Advanced Navigation evaluates its Laser Velocity Sensor (LVS), a technology that utilizes infrared lasers to measure a vehicle’s ground-relative three-dimensional velocity with accuracy and precision in their article ‘Laser Velocity Sensor (LVS): A High-Accuracy Velocity Aid for GNSS-Denied Navigation’.
The article explains the core operating principle of the LVS, which is based on laser Doppler velocimetry. This method enables the sensor to measure velocity by detecting the frequency shift in infrared laser beams reflected from the ground or sea surface. The LVS is applicable across a range of environments and is suitable for use on both land and airborne platforms, provided there is a line-of-sight to the surface.
To evaluate the performance of the technology, a pre-production LVS unit was integrated with an Advanced Navigation Boreas D90 fiber-optic gyroscope (FOG) inertial navigation system (INS) to demonstrate navigation in GNSS-denied conditions.

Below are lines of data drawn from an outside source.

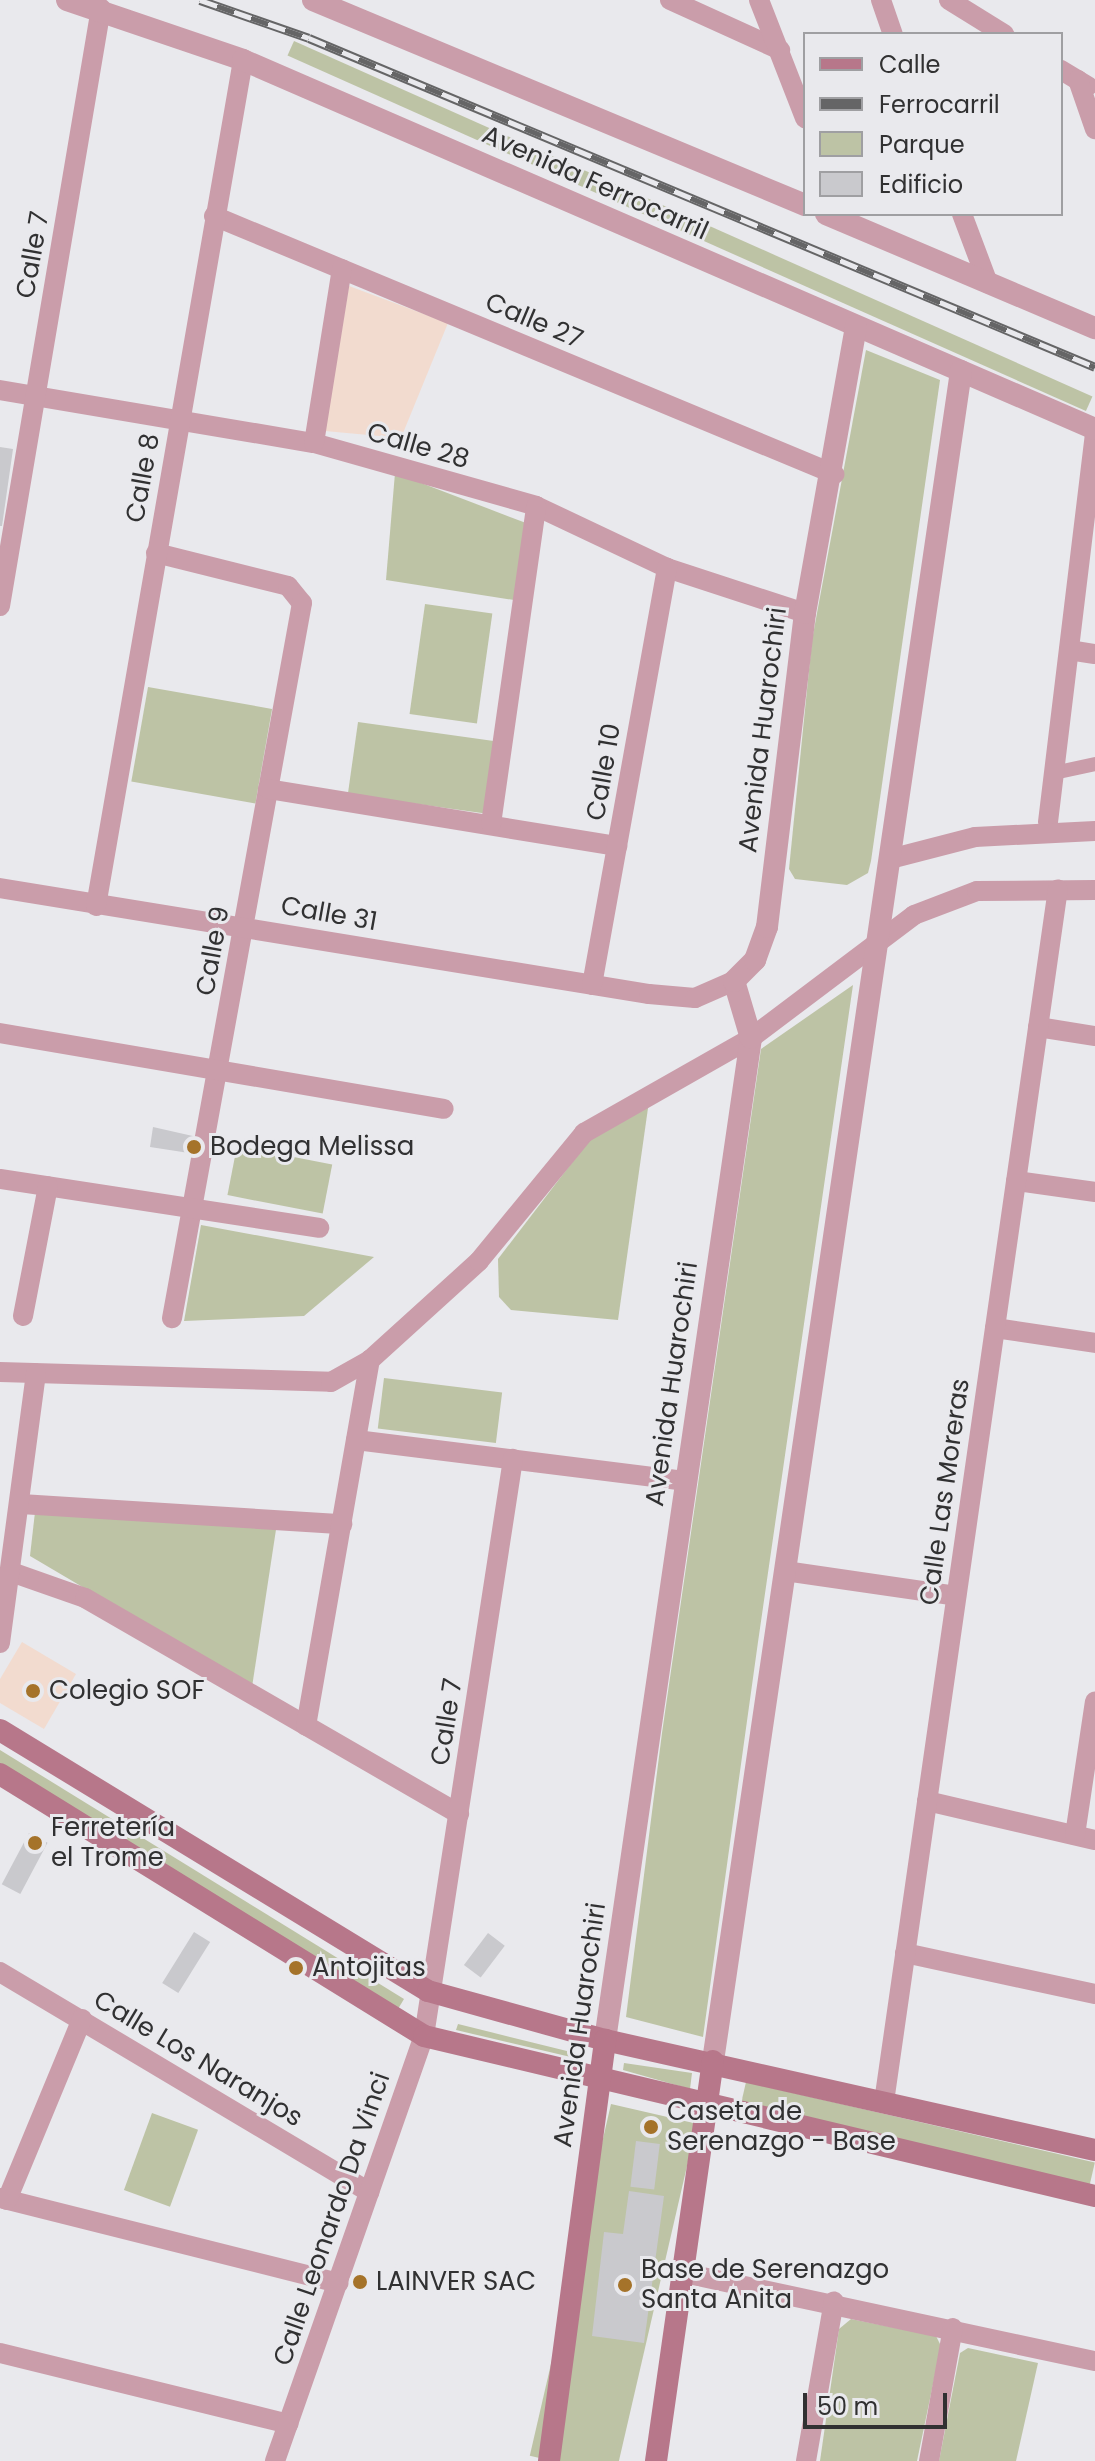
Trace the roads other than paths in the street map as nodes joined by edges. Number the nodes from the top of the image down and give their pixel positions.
1 (67, 0) edge
2 (313, 0) edge
3 (670, 0) edge
4 (759, 0) edge
5 (881, 0) edge
6 (949, 0) edge
7 (101, 8) junction
8 (892, 32) edge
9 (1001, 32) edge
10 (780, 50) junction
11 (243, 60) junction
12 (1078, 80) edge
13 (803, 113) edge
14 (1095, 129) edge
15 (803, 204) edge
16 (214, 216) junction
17 (837, 216) edge
18 (963, 216) edge
19 (342, 269) junction
20 (988, 283) junction
21 (856, 327) junction
22 (1095, 328) edge
23 (961, 371) junction
24 (0, 390) edge
25 (35, 396) junction
26 (179, 421) junction
27 (1095, 429) edge
28 (1095, 436) edge
29 (314, 443) junction
30 (834, 474) junction
31 (536, 506) junction
32 (156, 553) junction
33 (667, 568) junction
34 (0, 606) edge
35 (805, 613) junction
36 (1069, 650) junction
37 (1095, 654) edge
38 (1095, 764) edge
39 (1054, 773) junction
40 (268, 789) junction
41 (1048, 822) dead end
42 (491, 824) junction
43 (1095, 831) edge
44 (617, 846) junction
45 (890, 859) junction
46 (0, 888) edge
47 (1058, 889) junction
48 (1095, 890) edge
49 (96, 906) junction
50 (244, 926) junction
51 (876, 949) junction
52 (734, 981) junction
53 (592, 985) junction
54 (1038, 1027) junction
55 (0, 1033) edge
56 (1095, 1036) edge
57 (751, 1038) junction
58 (218, 1070) junction
59 (444, 1109) dead end
60 (0, 1179) edge
61 (1016, 1181) junction
62 (48, 1186) junction
63 (1095, 1192) edge
64 (194, 1208) junction
65 (319, 1228) dead end
66 (23, 1316) dead end
67 (172, 1318) dead end
68 (995, 1328) junction
69 (1095, 1343) edge
70 (370, 1360) junction
71 (0, 1372) edge
72 (36, 1373) junction
73 (356, 1440) junction
74 (513, 1459) junction
75 (686, 1481) junction
76 (21, 1504) junction
77 (342, 1524) junction
78 (785, 1571) junction
79 (14, 1573) junction
80 (956, 1596) junction
81 (0, 1643) edge
82 (1095, 1701) edge
83 (306, 1726) junction
84 (0, 1730) edge
85 (0, 1774) edge
86 (927, 1801) junction
87 (459, 1814) junction
88 (1085, 1837) edge
89 (905, 1953) junction
90 (0, 1972) edge
91 (432, 1992) junction
92 (1095, 1994) edge
93 (82, 2019) junction
94 (424, 2036) junction
95 (605, 2040) junction
96 (713, 2061) junction
97 (601, 2079) junction
98 (884, 2102) junction
99 (707, 2106) junction
100 (1095, 2150) edge
101 (369, 2192) junction
102 (1095, 2196) edge
103 (3, 2199) edge
104 (684, 2273) junction
105 (338, 2283) junction
106 (834, 2301) junction
107 (953, 2328) junction
108 (0, 2353) edge
109 (1095, 2361) edge
110 (288, 2424) junction
111 (275, 2461) edge
112 (549, 2461) edge
113 (656, 2461) edge
114 (806, 2461) edge
115 (929, 2461) edge

1 - 7 street, Avenida Ferrocarril
2 - 15 street
3 - 10 street
4 - 10 street
5 - 8 street
6 - 9 street
7 - 11 street, Avenida Ferrocarril
7 - 25 street, Calle 7
10 - 13 street
11 - 16 street, Calle 8
11 - 21 street, Avenida Ferrocarril
12 - 14 street
16 - 19 street, Calle 27
16 - 26 street, Calle 8
17 - 20 street
18 - 20 street
19 - 29 street
19 - 30 street, Calle 27
20 - 22 street
21 - 23 street, Avenida Ferrocarril
21 - 30 street, Avenida Huarochiri
23 - 27 street, Avenida Ferrocarril
23 - 45 street
24 - 25 street, Calle 28
25 - 26 street, Calle 28
25 - 34 street, Calle 7
26 - 29 street, Calle 28
26 - 32 street, Calle 8
28 - 36 street
29 - 31 street, Calle 28
30 - 35 street, Avenida Huarochiri
31 - 33 street, Calle 28
31 - 42 street
32 - 40 street, Calle 9
32 - 49 street, Calle 8
33 - 35 street, Calle 28
33 - 44 street, Calle 10
35 - 52 street, Avenida Huarochiri
36 - 37 street
36 - 39 street
38 - 39 street
39 - 41 street
40 - 42 street
40 - 50 street, Calle 9
42 - 44 street
43 - 45 street
44 - 53 street, Calle 10
45 - 51 street
46 - 49 street, Calle 31
47 - 48 street
47 - 51 street
47 - 54 street, Calle Las Moreras
49 - 50 street, Calle 31
50 - 53 street, Calle 31
50 - 58 street, Calle 9
51 - 57 street
51 - 78 street
52 - 53 street, Calle 31
52 - 57 street, Avenida Huarochiri
54 - 56 street
54 - 61 street, Calle Las Moreras
55 - 58 street
57 - 70 street
57 - 75 street, Avenida Huarochiri
58 - 59 street
58 - 64 street, Calle 9
60 - 62 street
61 - 63 street
61 - 68 street, Calle Las Moreras
62 - 64 street
62 - 66 street
64 - 65 street
64 - 67 street, Calle 9
68 - 69 street
68 - 80 street, Calle Las Moreras
70 - 72 street
70 - 73 street
71 - 72 street
72 - 76 street
73 - 74 street
73 - 77 street
74 - 75 street
74 - 87 street, Calle 7
75 - 95 street, Avenida Huarochiri
76 - 77 street
76 - 79 street
77 - 83 street
78 - 80 street
78 - 96 street
79 - 81 street
79 - 83 street
80 - 86 street, Calle Las Moreras
82 - 88 street
83 - 87 street
84 - 91 main road
85 - 94 main road
86 - 88 street
86 - 89 street, Calle Las Moreras
87 - 91 street, Calle 7
89 - 92 street
89 - 98 street, Calle Las Moreras
90 - 93 street, Calle Los Naranjos
91 - 94 street, Calle Leonardo Da Vinci
91 - 95 main road
93 - 101 street, Calle Los Naranjos
93 - 103 street
94 - 97 main road
94 - 101 street, Calle Leonardo Da Vinci
95 - 96 main road
95 - 97 main road, Avenida Huarochiri
96 - 98 main road
96 - 99 main road
97 - 99 main road
97 - 112 main road, Avenida Huarochiri
98 - 100 main road
99 - 102 main road
99 - 104 main road
101 - 105 street, Calle Leonardo Da Vinci
103 - 105 street
104 - 106 street
104 - 113 main road
105 - 110 street, Calle Leonardo Da Vinci
106 - 107 street
106 - 114 street
107 - 109 street
107 - 115 street
108 - 110 street
110 - 111 street, Calle Leonardo Da Vinci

Advanced Navigation emphasizes the importance of aligning the LVS and INS reference frames to ensure accurate translation of velocity measurements.
Readers can expect an overview of the sensor’s development path, from initial prototypes to field testing. The article authored by Dr. David McManus, Patrick Wiltshire, Mark Gibson, and Dr. Lyle Roberts outlines the operating mechanics of the LVS, discusses how it integrates with navigation systems, and presents empirical results that highlight its effectiveness in maintaining navigation accuracy when GNSS signals are degraded or unavailable.